Academic rank: Associate professor
Address: Department of Mechanical Engineering, Kermanshah University of Technology, Kermanshah, Iran
Education: Ph.D in Mechanical Engineering
Phone: 0833-8305001
Faculty: Faculty of Engineering


Second law analysis and multi-criteria optimization of turbulent heat transfer in a tube with inserted single and double twisted tape
Type Article
Entropy generation Multi-objective optimization Second law Convective heat transfer
Researchers Shoaib Khanmohammadi، Nima Mazaheri


Present paper deals with numerical modeling of heat transfer in a tube with two types of twisted tape inserted in a circular tube. Single twisted tape and double twisted (coaxial) tape as two enhancing elements are added to the circular tube. A numerical investigation conducted to explore the effects of these elements on the pressure drop (ΔP), convective heat transfer coefficient (h) and entropy generation (S). The results demonstrate that increasing the Reynolds number has a positive effect on the convective heat transfer coefficient in all cases due to enhance the flow swirling which improves the heat transfer on the tube wall. The results represent that the coaxial tape in the lower twisted ratio (TR) has a better performance than single tape while the opposite is true for a high twisted ratio.
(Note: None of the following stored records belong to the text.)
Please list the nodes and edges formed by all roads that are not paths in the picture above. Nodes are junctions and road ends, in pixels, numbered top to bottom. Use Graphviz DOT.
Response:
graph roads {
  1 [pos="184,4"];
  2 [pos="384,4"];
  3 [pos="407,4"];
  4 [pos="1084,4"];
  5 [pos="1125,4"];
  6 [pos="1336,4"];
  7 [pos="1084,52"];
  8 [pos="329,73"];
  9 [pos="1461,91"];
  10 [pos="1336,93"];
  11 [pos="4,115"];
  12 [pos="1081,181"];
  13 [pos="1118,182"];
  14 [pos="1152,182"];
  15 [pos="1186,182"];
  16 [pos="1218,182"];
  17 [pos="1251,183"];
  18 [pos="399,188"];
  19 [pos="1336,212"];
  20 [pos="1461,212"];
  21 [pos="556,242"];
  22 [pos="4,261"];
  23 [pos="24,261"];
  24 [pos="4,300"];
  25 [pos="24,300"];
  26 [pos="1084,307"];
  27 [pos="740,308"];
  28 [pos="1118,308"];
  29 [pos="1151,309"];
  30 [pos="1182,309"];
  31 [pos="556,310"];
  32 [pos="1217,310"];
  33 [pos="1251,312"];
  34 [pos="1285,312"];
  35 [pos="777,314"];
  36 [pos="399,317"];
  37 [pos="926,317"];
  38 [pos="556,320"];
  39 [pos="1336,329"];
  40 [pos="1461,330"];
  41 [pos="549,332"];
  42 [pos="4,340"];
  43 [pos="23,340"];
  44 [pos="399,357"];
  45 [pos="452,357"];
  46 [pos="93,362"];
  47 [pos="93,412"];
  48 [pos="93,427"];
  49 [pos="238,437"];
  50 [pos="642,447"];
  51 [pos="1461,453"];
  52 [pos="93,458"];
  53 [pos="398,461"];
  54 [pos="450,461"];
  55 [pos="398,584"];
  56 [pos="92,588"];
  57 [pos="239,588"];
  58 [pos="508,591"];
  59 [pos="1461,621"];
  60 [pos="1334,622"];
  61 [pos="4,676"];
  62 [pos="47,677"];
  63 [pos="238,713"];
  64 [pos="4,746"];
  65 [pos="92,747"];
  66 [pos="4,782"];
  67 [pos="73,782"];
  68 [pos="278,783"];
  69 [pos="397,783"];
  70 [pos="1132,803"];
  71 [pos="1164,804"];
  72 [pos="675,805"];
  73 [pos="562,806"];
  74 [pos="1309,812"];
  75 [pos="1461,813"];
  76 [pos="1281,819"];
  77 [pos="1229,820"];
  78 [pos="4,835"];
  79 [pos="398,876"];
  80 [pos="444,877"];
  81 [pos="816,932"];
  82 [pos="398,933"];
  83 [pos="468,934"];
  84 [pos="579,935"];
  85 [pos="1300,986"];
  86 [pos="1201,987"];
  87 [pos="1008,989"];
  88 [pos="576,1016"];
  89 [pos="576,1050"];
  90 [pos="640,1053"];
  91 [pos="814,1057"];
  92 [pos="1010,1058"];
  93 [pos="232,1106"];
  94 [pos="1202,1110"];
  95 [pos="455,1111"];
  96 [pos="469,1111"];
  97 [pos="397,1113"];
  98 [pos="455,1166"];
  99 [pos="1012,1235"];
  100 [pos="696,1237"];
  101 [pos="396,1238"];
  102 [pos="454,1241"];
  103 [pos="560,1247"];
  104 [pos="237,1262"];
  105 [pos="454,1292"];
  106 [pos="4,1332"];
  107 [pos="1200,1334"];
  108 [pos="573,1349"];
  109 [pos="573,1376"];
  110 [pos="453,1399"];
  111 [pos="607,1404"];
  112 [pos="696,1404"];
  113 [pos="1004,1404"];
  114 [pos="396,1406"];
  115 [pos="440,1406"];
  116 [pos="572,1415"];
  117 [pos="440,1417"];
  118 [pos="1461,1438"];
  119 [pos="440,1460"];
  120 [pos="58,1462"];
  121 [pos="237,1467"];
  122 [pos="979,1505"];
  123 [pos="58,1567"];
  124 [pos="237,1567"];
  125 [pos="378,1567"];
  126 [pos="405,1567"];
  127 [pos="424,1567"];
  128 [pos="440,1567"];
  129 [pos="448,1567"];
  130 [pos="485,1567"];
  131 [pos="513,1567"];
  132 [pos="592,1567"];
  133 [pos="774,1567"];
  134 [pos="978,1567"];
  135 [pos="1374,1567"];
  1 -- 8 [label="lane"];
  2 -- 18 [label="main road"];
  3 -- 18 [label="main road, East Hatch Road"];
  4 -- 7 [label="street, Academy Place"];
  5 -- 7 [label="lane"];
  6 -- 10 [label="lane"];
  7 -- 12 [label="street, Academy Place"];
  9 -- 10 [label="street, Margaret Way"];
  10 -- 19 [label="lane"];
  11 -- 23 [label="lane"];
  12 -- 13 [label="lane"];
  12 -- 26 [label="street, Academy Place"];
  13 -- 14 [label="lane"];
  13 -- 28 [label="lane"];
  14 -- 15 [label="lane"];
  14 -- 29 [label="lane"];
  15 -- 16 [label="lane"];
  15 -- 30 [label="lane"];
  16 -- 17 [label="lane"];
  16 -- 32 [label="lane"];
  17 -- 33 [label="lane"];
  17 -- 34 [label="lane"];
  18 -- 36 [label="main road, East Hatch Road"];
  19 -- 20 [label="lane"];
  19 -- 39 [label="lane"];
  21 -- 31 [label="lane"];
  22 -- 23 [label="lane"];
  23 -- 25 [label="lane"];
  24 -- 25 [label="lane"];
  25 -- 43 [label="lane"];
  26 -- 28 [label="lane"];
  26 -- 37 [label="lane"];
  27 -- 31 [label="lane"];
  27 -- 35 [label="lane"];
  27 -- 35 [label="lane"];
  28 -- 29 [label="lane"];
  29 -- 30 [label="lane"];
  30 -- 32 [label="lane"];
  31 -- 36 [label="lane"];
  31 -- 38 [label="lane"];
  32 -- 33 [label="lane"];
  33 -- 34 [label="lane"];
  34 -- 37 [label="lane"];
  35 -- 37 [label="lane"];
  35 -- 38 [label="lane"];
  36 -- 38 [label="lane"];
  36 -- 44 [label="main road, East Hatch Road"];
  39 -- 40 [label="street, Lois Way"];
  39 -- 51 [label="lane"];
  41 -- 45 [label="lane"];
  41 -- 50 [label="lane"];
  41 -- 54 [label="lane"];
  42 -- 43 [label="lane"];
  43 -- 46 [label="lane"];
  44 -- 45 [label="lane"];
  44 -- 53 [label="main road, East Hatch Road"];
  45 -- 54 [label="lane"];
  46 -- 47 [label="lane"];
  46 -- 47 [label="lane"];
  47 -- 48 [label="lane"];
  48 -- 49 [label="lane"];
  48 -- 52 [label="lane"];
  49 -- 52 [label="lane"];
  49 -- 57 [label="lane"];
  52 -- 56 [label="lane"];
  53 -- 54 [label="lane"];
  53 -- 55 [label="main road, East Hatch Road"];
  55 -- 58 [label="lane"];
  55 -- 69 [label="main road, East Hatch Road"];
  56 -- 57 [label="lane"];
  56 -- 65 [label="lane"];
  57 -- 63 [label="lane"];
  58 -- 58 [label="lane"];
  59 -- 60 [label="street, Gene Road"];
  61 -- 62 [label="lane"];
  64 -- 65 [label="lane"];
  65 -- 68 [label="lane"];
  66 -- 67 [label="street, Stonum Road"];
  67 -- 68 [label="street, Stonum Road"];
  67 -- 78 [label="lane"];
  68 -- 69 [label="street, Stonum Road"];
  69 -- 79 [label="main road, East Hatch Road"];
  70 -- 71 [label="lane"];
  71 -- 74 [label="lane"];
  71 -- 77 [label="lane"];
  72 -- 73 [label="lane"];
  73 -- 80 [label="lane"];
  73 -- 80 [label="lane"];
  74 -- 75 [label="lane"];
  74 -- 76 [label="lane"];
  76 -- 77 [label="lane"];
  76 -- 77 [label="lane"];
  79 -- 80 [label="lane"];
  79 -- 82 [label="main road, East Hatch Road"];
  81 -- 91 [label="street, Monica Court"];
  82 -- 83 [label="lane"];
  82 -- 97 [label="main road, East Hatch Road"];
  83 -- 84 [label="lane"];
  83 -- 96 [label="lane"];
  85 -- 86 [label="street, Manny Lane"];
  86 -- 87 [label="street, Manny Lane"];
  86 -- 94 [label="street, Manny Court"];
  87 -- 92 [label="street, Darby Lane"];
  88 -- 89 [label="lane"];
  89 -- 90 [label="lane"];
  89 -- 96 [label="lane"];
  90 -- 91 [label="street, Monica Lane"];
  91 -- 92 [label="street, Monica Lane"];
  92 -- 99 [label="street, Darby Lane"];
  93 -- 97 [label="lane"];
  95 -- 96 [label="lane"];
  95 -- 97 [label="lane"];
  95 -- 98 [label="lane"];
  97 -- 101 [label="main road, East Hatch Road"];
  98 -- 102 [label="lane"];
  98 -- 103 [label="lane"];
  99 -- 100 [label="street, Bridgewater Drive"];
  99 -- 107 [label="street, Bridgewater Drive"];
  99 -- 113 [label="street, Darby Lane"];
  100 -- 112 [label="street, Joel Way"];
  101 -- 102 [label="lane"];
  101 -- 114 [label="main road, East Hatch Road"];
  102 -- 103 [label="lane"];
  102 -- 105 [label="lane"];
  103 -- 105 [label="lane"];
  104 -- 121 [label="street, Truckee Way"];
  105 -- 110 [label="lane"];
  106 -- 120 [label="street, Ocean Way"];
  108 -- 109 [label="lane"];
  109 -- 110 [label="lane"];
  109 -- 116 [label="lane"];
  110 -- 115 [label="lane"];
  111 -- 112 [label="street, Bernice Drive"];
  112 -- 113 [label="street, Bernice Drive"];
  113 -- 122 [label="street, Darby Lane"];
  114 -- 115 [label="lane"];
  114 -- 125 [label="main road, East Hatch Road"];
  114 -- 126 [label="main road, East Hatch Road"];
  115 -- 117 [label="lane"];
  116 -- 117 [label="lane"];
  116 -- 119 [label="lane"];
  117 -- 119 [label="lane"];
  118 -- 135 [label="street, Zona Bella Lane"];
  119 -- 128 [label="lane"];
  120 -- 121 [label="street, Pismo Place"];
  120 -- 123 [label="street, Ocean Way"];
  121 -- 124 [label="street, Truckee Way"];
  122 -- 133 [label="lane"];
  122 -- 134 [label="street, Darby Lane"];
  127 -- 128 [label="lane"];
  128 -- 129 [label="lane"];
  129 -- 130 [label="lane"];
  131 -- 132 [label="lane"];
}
The results of pressure drop for two studied cases reveal that pressure drop in the coaxial tape is higher than single tape in all TRs and with increasing TRs the pressure drop experience a decrement. It can be concluded that the lower TR in two types of inserts leads to the lower total entropy generation. Also, the results of exergy destruction rate and second law efficiency demonstrate coaxial tape exhibit better performance than single tape. A genetic algorithm based multi-objective optimization for coaxial tape implemented. The results of optimization displays, the best performance can be achieved in the case TR, Reynolds number and heat flux are 3.46, 9008.93 and 97894.1 W/m2, respectively.